## WORK TO COMPLETE
Look through the entries that follow and return each line that has the string "roads".

## THE INPUT
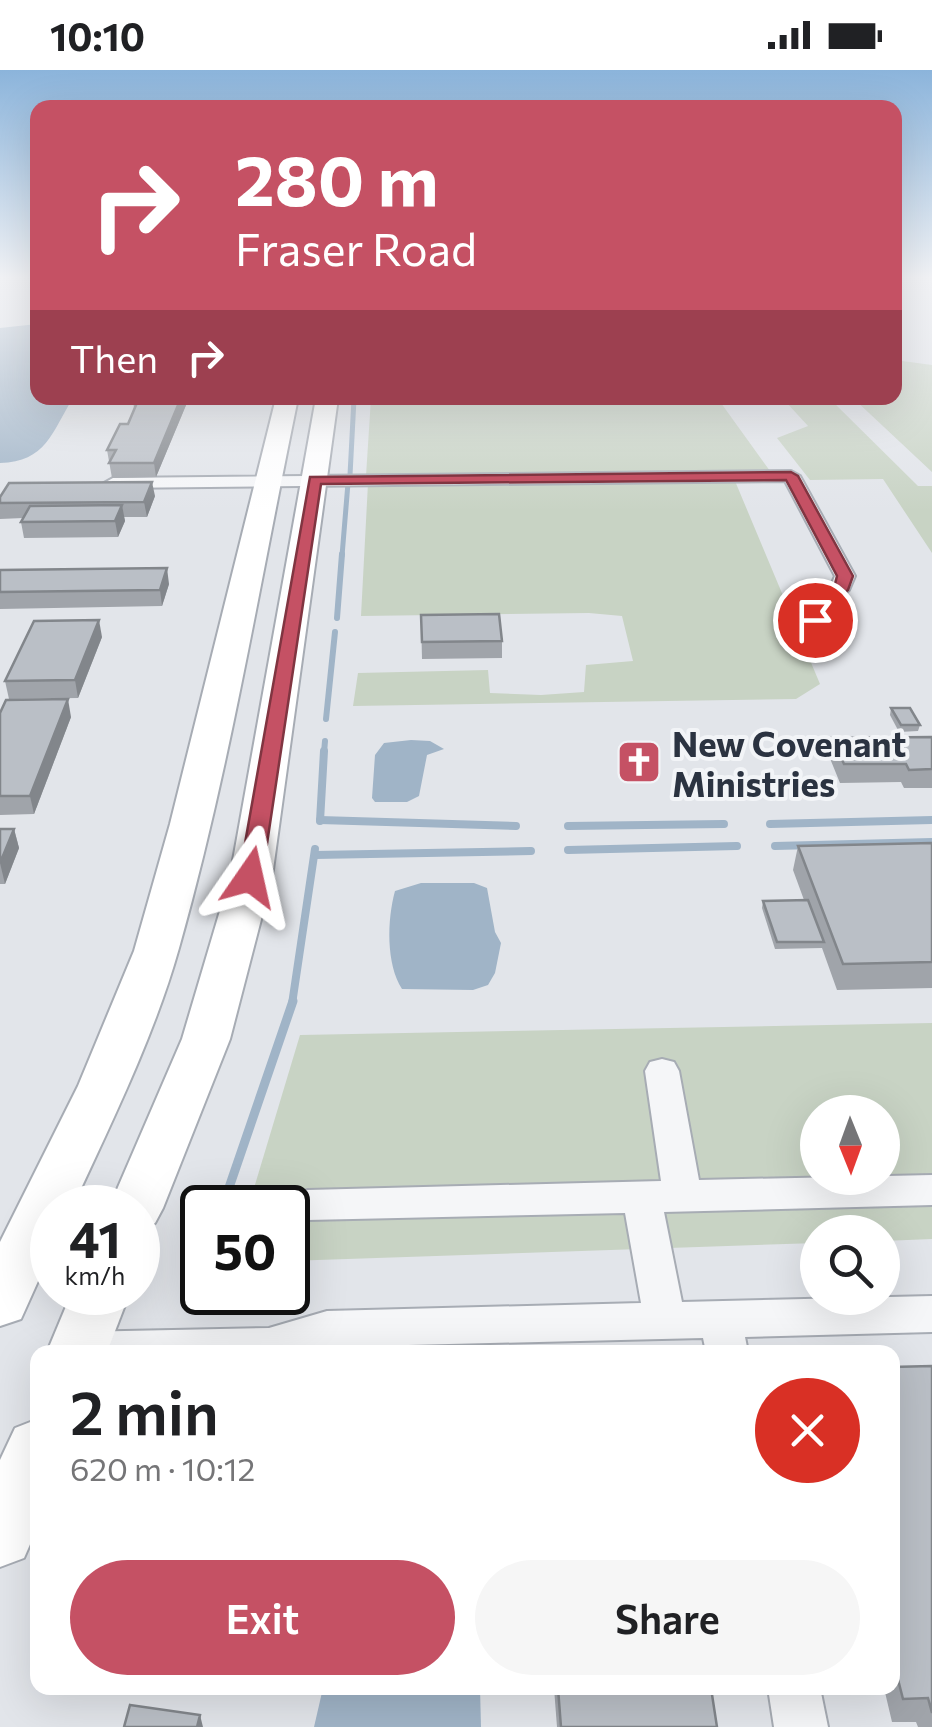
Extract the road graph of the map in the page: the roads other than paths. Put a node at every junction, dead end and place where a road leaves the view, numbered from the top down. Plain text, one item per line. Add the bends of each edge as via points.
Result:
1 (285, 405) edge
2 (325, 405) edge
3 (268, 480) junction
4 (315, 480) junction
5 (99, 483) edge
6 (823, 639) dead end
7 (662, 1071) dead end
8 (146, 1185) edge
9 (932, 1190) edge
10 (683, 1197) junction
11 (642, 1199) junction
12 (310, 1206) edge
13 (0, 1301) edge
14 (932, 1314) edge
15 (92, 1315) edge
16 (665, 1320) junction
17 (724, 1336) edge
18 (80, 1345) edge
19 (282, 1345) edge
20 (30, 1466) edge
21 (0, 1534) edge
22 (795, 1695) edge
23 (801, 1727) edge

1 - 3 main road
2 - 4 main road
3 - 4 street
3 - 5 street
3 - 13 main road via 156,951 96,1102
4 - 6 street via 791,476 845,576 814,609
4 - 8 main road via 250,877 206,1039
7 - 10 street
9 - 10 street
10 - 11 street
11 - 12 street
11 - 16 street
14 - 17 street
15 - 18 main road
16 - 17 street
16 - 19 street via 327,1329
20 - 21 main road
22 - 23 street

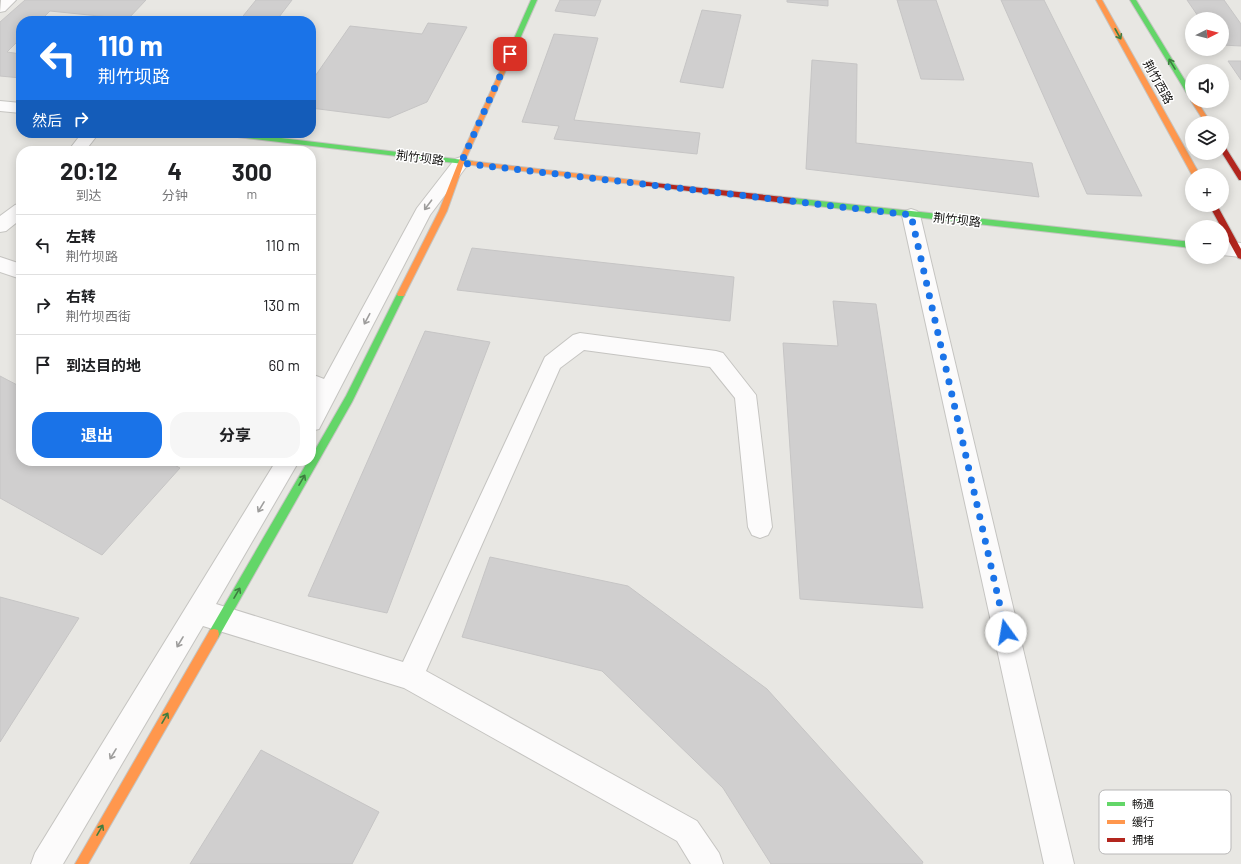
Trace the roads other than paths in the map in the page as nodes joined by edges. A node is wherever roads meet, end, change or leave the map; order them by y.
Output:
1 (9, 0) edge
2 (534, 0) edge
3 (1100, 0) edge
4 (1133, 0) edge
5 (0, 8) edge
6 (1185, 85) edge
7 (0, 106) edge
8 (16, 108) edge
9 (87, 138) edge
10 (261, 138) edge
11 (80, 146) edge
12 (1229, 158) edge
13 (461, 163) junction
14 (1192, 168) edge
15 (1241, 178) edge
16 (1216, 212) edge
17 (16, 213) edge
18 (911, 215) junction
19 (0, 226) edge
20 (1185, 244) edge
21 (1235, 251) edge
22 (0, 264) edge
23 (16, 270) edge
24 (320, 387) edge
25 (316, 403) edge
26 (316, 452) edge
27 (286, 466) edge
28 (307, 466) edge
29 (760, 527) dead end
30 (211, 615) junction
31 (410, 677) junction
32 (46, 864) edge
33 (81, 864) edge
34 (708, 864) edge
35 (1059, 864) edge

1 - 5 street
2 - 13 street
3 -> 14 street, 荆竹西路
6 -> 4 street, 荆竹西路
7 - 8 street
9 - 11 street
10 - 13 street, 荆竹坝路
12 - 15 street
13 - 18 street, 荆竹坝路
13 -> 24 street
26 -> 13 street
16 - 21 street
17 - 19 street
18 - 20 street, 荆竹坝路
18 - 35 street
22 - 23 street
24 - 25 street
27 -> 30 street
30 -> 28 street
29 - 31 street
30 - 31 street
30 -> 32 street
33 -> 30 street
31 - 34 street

## SOLUTION TO THIS EXERCISE
Extract the road graph of the map in the page: the roads other than paths. Put a node at every junction, dead end and place where a road leaves the view, numbered from the top down. Plain text, one item per line. Add the bends of each edge as via points.
Trace the roads other than paths in the map in the page as nodes joined by edges. A node is wherever roads meet, end, change or leave the map; order them by y.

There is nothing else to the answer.